(Records provided)
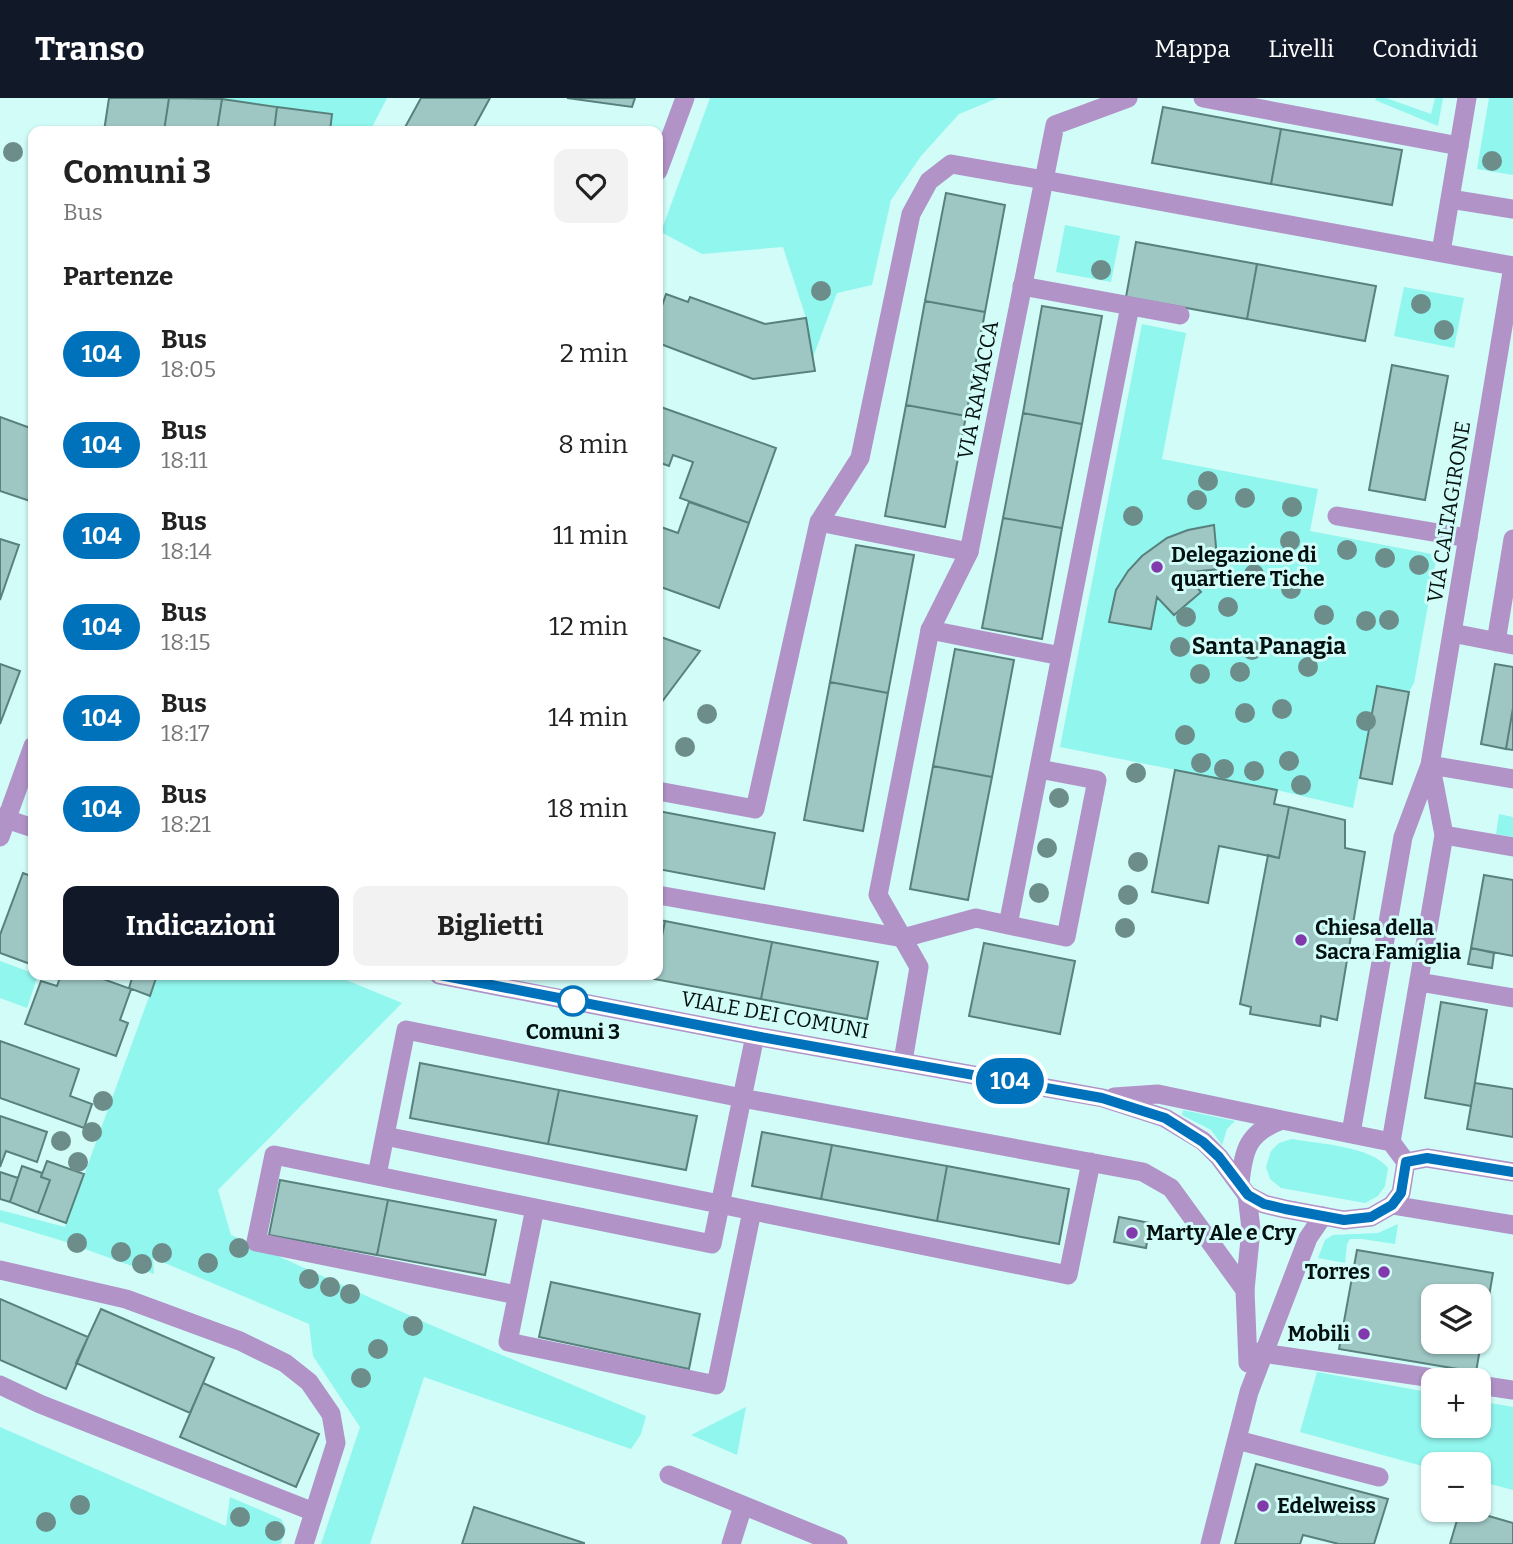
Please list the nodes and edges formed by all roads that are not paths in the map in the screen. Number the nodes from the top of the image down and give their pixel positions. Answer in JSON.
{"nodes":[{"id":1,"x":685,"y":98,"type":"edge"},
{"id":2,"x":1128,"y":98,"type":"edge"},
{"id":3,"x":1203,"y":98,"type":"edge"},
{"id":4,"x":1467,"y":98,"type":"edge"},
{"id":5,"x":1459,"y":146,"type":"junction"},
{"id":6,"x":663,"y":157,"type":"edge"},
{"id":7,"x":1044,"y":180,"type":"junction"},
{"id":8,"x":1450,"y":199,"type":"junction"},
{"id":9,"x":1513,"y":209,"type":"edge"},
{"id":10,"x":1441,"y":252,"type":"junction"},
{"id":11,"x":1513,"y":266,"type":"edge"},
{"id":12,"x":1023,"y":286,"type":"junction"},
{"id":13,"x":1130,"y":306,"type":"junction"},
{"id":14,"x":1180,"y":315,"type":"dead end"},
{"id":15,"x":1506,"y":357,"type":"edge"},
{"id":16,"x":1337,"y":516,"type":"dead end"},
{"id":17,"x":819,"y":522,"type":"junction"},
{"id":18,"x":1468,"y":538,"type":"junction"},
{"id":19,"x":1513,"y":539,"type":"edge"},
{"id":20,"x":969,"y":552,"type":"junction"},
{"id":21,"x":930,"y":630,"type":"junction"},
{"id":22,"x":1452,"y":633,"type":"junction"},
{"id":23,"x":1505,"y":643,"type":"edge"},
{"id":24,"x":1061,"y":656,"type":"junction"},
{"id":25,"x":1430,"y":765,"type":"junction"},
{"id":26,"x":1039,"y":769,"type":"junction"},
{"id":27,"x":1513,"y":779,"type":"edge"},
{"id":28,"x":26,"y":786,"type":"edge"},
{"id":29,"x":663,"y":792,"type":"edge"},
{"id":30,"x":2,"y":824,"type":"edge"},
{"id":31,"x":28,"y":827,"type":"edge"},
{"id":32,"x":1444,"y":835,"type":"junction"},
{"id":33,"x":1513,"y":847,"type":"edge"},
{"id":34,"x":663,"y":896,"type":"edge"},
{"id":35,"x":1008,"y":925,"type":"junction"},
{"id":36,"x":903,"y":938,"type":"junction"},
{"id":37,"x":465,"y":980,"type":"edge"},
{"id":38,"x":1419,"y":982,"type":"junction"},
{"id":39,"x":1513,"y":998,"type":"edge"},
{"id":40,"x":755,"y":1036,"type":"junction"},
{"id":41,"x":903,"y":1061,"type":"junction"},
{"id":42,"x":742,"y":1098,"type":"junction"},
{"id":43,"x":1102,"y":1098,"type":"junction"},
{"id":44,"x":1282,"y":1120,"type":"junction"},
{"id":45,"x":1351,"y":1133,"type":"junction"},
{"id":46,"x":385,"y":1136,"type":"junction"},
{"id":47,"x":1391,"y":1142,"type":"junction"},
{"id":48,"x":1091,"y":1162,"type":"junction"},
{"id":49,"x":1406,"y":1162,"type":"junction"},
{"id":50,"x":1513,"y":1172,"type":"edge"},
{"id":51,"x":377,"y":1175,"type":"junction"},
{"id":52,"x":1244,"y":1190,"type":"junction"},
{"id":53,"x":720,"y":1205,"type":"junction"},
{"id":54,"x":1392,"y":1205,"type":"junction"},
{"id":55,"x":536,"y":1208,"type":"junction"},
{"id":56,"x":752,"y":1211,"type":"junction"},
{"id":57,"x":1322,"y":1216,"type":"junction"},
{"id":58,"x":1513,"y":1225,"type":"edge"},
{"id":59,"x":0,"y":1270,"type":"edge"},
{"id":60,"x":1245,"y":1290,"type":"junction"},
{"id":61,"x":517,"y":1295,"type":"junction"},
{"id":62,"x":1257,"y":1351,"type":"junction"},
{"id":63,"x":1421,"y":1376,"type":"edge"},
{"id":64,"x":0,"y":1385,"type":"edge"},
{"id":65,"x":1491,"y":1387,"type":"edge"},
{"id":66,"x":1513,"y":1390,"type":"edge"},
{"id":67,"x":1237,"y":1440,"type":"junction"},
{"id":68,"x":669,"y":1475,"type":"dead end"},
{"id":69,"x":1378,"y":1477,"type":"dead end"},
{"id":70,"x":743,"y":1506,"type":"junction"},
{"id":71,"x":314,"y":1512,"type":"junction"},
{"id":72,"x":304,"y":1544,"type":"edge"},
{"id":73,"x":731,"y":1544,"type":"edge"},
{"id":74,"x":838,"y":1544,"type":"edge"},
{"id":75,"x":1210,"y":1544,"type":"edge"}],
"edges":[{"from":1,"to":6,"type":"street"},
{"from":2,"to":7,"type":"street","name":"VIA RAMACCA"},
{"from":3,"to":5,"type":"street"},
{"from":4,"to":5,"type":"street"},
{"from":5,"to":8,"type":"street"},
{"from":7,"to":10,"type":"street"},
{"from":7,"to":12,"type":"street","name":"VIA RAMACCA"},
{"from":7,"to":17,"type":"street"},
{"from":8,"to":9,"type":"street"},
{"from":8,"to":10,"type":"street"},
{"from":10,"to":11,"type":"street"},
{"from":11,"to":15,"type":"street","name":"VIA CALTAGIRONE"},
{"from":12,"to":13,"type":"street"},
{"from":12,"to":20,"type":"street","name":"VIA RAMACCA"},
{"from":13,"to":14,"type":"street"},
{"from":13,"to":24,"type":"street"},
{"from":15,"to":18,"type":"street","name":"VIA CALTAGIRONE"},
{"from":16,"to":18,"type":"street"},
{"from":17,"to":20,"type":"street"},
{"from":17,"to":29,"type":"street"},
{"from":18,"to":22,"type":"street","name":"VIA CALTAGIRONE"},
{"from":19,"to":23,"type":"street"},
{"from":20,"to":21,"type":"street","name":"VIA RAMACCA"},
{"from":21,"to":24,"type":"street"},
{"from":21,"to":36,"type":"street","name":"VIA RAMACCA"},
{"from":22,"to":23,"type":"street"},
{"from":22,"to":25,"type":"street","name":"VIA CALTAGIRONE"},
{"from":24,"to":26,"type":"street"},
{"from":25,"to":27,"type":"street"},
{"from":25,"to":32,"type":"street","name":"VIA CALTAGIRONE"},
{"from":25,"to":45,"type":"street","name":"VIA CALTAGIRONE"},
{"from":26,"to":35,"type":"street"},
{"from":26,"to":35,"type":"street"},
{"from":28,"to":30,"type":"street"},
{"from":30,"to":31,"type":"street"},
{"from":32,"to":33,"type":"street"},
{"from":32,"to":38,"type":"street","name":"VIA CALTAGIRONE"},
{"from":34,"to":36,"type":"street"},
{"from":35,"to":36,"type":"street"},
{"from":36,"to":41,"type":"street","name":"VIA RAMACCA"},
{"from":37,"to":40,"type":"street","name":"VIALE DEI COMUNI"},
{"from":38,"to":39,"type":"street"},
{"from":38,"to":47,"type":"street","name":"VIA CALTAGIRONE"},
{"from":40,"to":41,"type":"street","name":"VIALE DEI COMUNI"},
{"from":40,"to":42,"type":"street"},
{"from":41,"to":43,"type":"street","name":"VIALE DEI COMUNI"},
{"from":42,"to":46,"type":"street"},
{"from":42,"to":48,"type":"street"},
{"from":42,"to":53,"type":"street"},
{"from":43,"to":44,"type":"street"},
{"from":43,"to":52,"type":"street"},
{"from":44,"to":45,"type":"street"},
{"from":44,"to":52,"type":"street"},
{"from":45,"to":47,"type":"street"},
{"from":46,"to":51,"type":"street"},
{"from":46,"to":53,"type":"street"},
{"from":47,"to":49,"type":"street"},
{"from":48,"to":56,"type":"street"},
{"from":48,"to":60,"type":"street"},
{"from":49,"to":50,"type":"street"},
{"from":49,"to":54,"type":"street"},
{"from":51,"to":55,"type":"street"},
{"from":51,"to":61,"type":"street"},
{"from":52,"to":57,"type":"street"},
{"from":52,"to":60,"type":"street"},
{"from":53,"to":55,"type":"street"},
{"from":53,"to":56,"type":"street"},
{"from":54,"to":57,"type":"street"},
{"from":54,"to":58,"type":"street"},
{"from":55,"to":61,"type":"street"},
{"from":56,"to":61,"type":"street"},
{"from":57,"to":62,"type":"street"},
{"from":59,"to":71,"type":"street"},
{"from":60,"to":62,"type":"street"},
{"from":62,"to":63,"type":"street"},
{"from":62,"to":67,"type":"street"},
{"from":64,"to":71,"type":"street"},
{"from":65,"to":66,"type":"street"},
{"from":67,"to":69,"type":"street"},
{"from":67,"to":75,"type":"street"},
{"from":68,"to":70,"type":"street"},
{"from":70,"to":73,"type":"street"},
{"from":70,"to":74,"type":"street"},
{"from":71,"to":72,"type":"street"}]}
(End Records provided)
Activity |
Search the records for the string "CALTAGIRONE" and, wherever a line contains it, please copy that line.

Written answer |
{"from":11,"to":15,"type":"street","name":"VIA CALTAGIRONE"},
{"from":15,"to":18,"type":"street","name":"VIA CALTAGIRONE"},
{"from":18,"to":22,"type":"street","name":"VIA CALTAGIRONE"},
{"from":22,"to":25,"type":"street","name":"VIA CALTAGIRONE"},
{"from":25,"to":32,"type":"street","name":"VIA CALTAGIRONE"},
{"from":25,"to":45,"type":"street","name":"VIA CALTAGIRONE"},
{"from":32,"to":38,"type":"street","name":"VIA CALTAGIRONE"},
{"from":38,"to":47,"type":"street","name":"VIA CALTAGIRONE"},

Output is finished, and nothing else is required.